__AVAILABLE DATA__:
● ● ●

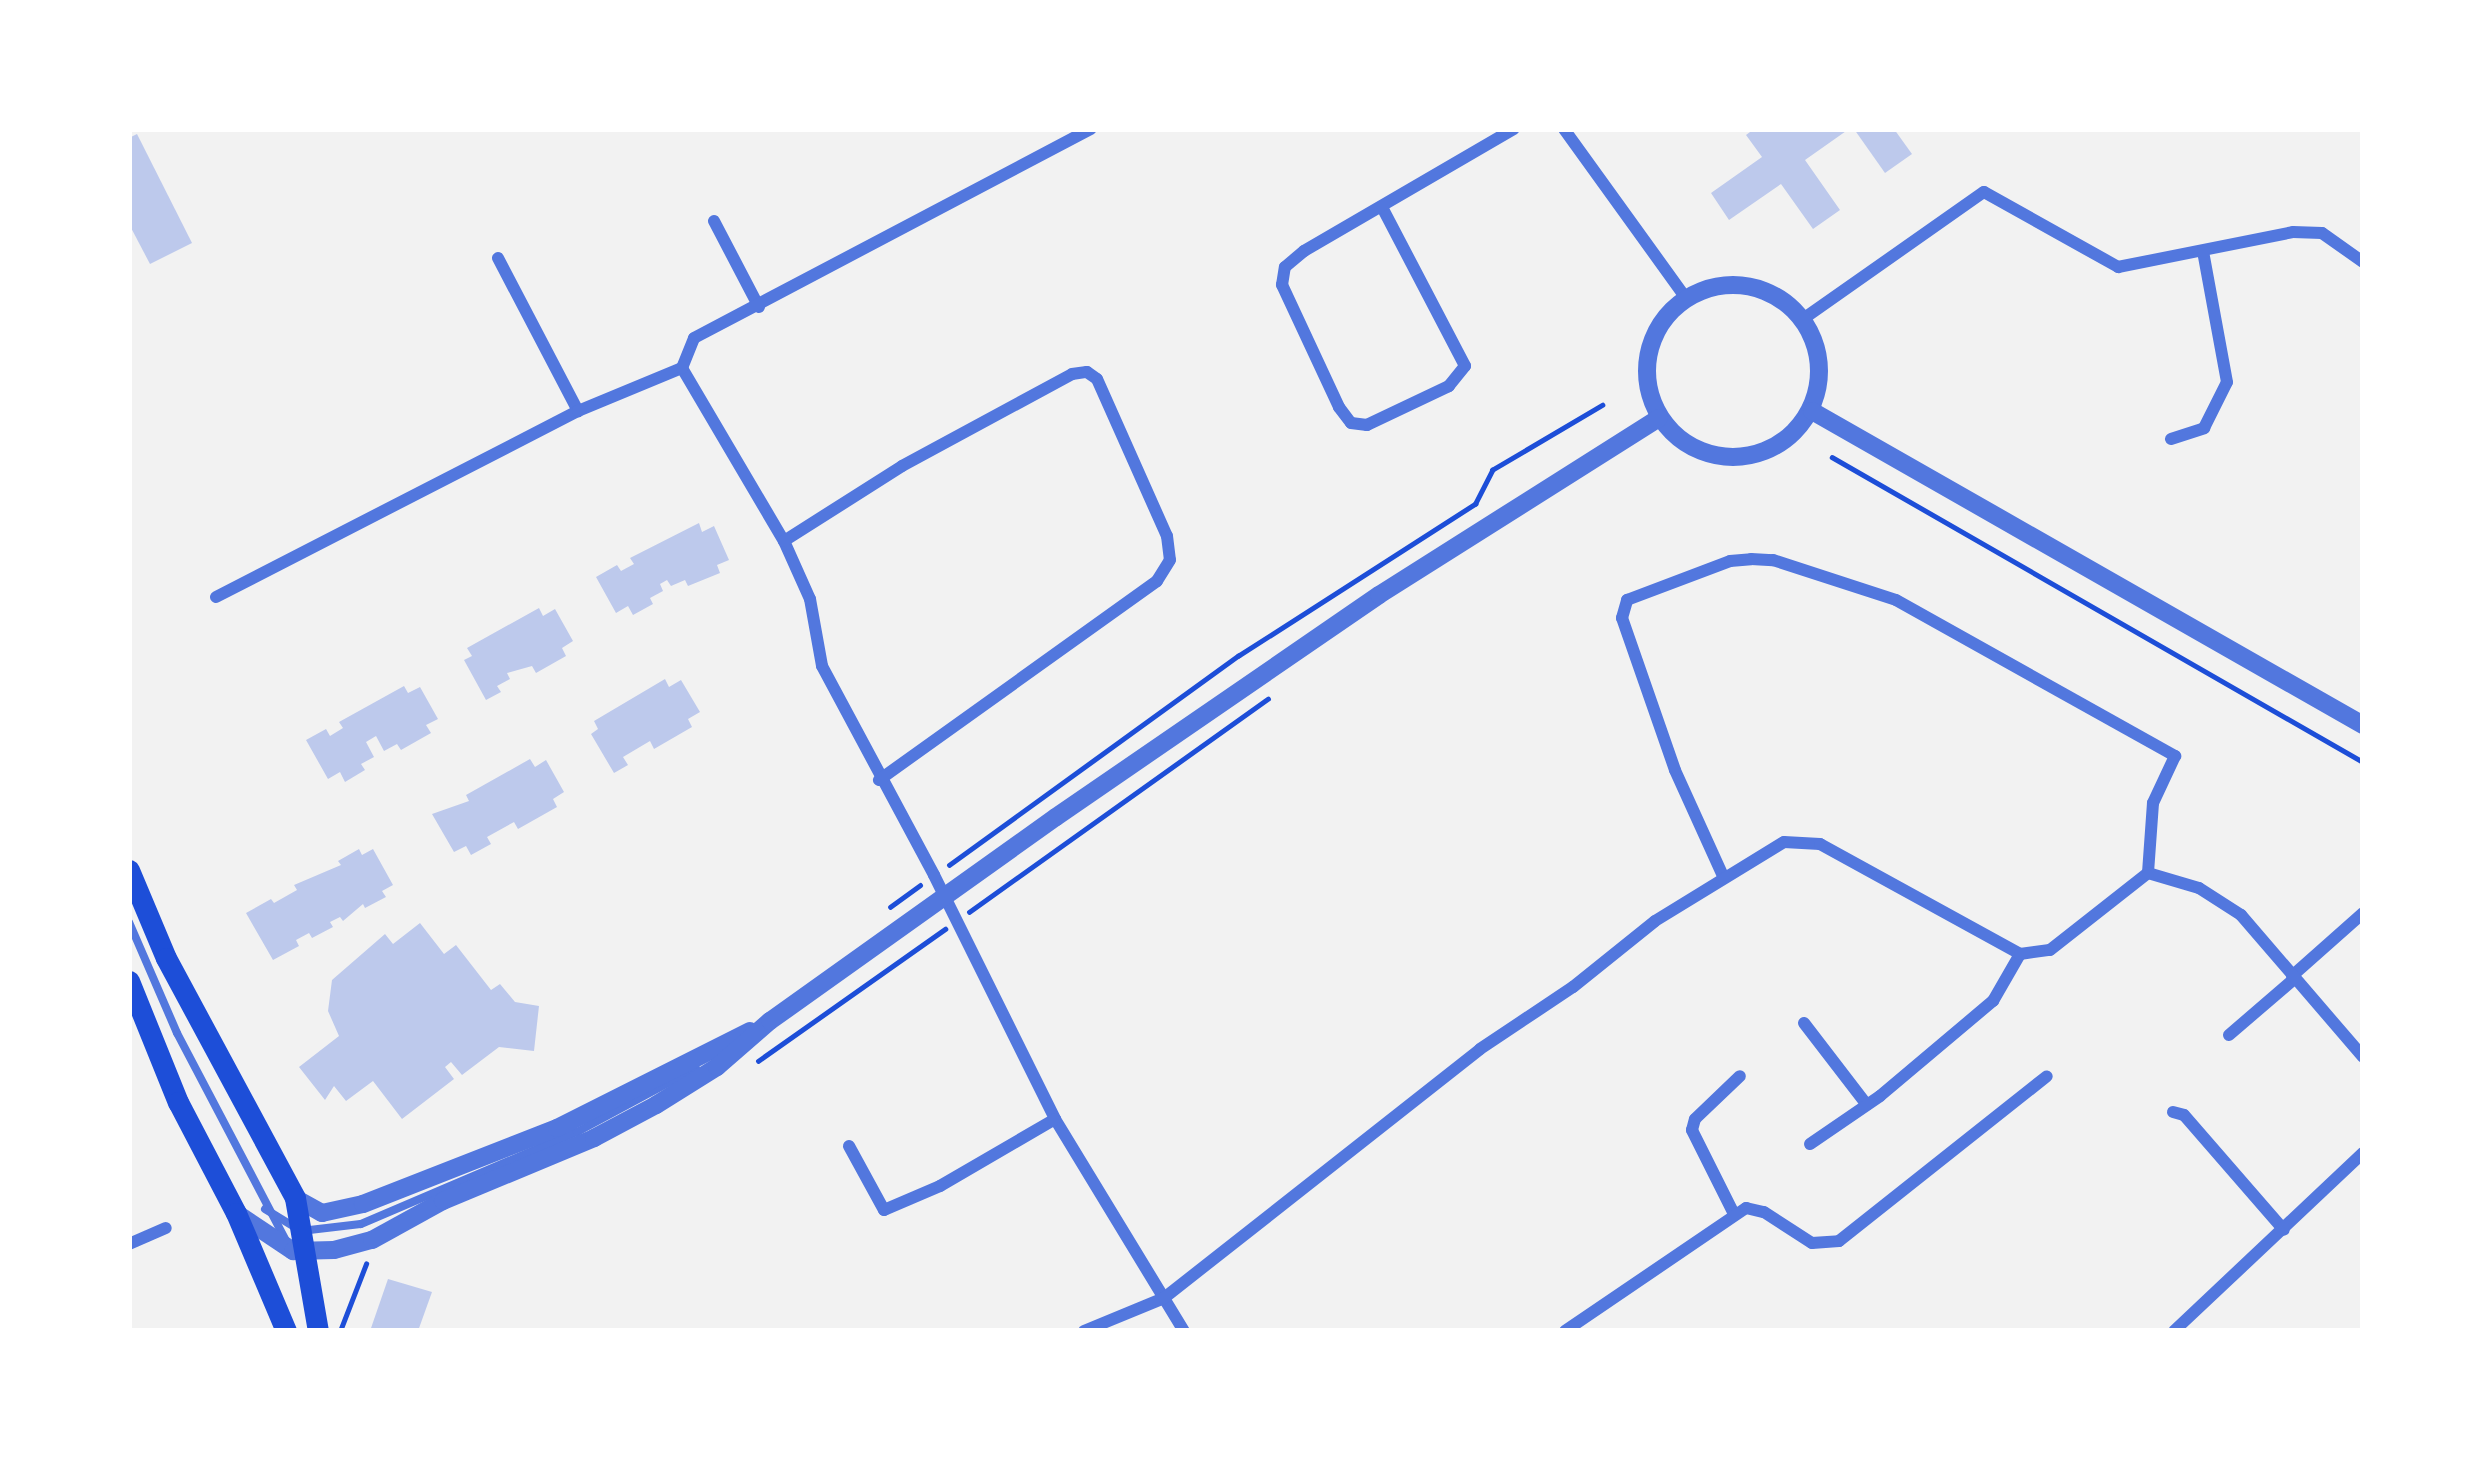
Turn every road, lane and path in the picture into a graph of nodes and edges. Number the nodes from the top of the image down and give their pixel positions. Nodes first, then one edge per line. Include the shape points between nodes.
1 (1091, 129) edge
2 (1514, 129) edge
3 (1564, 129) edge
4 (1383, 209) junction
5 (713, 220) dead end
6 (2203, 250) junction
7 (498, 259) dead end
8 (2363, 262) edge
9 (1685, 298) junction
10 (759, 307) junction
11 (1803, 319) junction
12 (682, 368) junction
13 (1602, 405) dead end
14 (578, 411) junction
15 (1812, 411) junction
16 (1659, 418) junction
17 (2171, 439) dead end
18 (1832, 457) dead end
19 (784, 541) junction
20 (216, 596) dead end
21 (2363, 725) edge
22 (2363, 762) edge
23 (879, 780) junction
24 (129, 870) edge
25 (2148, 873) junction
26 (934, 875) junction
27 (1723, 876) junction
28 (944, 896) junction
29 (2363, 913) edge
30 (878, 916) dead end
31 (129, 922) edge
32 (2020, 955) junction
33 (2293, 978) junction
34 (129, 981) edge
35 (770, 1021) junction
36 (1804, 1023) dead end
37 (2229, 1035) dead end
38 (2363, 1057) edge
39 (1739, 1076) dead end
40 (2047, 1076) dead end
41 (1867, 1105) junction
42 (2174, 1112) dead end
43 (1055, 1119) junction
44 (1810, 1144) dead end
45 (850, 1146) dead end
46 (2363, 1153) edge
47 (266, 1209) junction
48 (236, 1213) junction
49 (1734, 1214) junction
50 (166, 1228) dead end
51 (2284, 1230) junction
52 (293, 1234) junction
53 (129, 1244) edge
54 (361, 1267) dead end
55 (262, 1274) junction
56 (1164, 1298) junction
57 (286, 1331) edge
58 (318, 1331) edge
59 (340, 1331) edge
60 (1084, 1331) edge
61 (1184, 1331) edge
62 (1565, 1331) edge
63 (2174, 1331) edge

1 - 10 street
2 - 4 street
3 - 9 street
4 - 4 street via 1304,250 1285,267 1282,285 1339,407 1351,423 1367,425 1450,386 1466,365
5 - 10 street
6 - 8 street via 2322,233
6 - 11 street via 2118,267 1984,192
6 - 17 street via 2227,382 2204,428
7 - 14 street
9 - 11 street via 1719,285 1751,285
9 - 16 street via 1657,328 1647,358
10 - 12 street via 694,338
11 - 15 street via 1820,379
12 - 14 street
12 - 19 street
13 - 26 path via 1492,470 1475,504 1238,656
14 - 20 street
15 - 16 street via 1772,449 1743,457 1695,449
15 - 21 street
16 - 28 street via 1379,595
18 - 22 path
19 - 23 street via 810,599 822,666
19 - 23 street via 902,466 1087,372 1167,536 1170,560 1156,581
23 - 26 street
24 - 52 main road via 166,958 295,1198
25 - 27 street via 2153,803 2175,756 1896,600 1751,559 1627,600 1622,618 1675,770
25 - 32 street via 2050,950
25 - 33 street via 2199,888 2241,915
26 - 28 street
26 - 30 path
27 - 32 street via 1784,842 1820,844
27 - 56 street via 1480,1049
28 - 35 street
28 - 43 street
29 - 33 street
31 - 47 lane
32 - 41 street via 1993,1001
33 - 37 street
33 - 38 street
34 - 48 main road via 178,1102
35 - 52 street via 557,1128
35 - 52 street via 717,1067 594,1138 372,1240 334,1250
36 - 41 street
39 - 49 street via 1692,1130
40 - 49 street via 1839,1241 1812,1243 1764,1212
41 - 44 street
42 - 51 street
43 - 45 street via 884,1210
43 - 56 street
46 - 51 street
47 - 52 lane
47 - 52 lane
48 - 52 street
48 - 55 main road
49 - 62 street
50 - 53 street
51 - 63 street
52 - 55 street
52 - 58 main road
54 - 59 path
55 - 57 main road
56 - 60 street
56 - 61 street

● ● ●

__EXERCISE DIRECTIONS__: Strip out the pictures and quote the remaining data word for word.

__COMPLETED EXERCISE__:
Turn every road, lane and path in the picture into a graph of nodes and edges. Number the nodes from the top of the image down and give their pixel positions. Nodes first, then one edge per line. Include the shape points between nodes.
1 (1091, 129) edge
2 (1514, 129) edge
3 (1564, 129) edge
4 (1383, 209) junction
5 (713, 220) dead end
6 (2203, 250) junction
7 (498, 259) dead end
8 (2363, 262) edge
9 (1685, 298) junction
10 (759, 307) junction
11 (1803, 319) junction
12 (682, 368) junction
13 (1602, 405) dead end
14 (578, 411) junction
15 (1812, 411) junction
16 (1659, 418) junction
17 (2171, 439) dead end
18 (1832, 457) dead end
19 (784, 541) junction
20 (216, 596) dead end
21 (2363, 725) edge
22 (2363, 762) edge
23 (879, 780) junction
24 (129, 870) edge
25 (2148, 873) junction
26 (934, 875) junction
27 (1723, 876) junction
28 (944, 896) junction
29 (2363, 913) edge
30 (878, 916) dead end
31 (129, 922) edge
32 (2020, 955) junction
33 (2293, 978) junction
34 (129, 981) edge
35 (770, 1021) junction
36 (1804, 1023) dead end
37 (2229, 1035) dead end
38 (2363, 1057) edge
39 (1739, 1076) dead end
40 (2047, 1076) dead end
41 (1867, 1105) junction
42 (2174, 1112) dead end
43 (1055, 1119) junction
44 (1810, 1144) dead end
45 (850, 1146) dead end
46 (2363, 1153) edge
47 (266, 1209) junction
48 (236, 1213) junction
49 (1734, 1214) junction
50 (166, 1228) dead end
51 (2284, 1230) junction
52 (293, 1234) junction
53 (129, 1244) edge
54 (361, 1267) dead end
55 (262, 1274) junction
56 (1164, 1298) junction
57 (286, 1331) edge
58 (318, 1331) edge
59 (340, 1331) edge
60 (1084, 1331) edge
61 (1184, 1331) edge
62 (1565, 1331) edge
63 (2174, 1331) edge

1 - 10 street
2 - 4 street
3 - 9 street
4 - 4 street via 1304,250 1285,267 1282,285 1339,407 1351,423 1367,425 1450,386 1466,365
5 - 10 street
6 - 8 street via 2322,233
6 - 11 street via 2118,267 1984,192
6 - 17 street via 2227,382 2204,428
7 - 14 street
9 - 11 street via 1719,285 1751,285
9 - 16 street via 1657,328 1647,358
10 - 12 street via 694,338
11 - 15 street via 1820,379
12 - 14 street
12 - 19 street
13 - 26 path via 1492,470 1475,504 1238,656
14 - 20 street
15 - 16 street via 1772,449 1743,457 1695,449
15 - 21 street
16 - 28 street via 1379,595
18 - 22 path
19 - 23 street via 810,599 822,666
19 - 23 street via 902,466 1087,372 1167,536 1170,560 1156,581
23 - 26 street
24 - 52 main road via 166,958 295,1198
25 - 27 street via 2153,803 2175,756 1896,600 1751,559 1627,600 1622,618 1675,770
25 - 32 street via 2050,950
25 - 33 street via 2199,888 2241,915
26 - 28 street
26 - 30 path
27 - 32 street via 1784,842 1820,844
27 - 56 street via 1480,1049
28 - 35 street
28 - 43 street
29 - 33 street
31 - 47 lane
32 - 41 street via 1993,1001
33 - 37 street
33 - 38 street
34 - 48 main road via 178,1102
35 - 52 street via 557,1128
35 - 52 street via 717,1067 594,1138 372,1240 334,1250
36 - 41 street
39 - 49 street via 1692,1130
40 - 49 street via 1839,1241 1812,1243 1764,1212
41 - 44 street
42 - 51 street
43 - 45 street via 884,1210
43 - 56 street
46 - 51 street
47 - 52 lane
47 - 52 lane
48 - 52 street
48 - 55 main road
49 - 62 street
50 - 53 street
51 - 63 street
52 - 55 street
52 - 58 main road
54 - 59 path
55 - 57 main road
56 - 60 street
56 - 61 street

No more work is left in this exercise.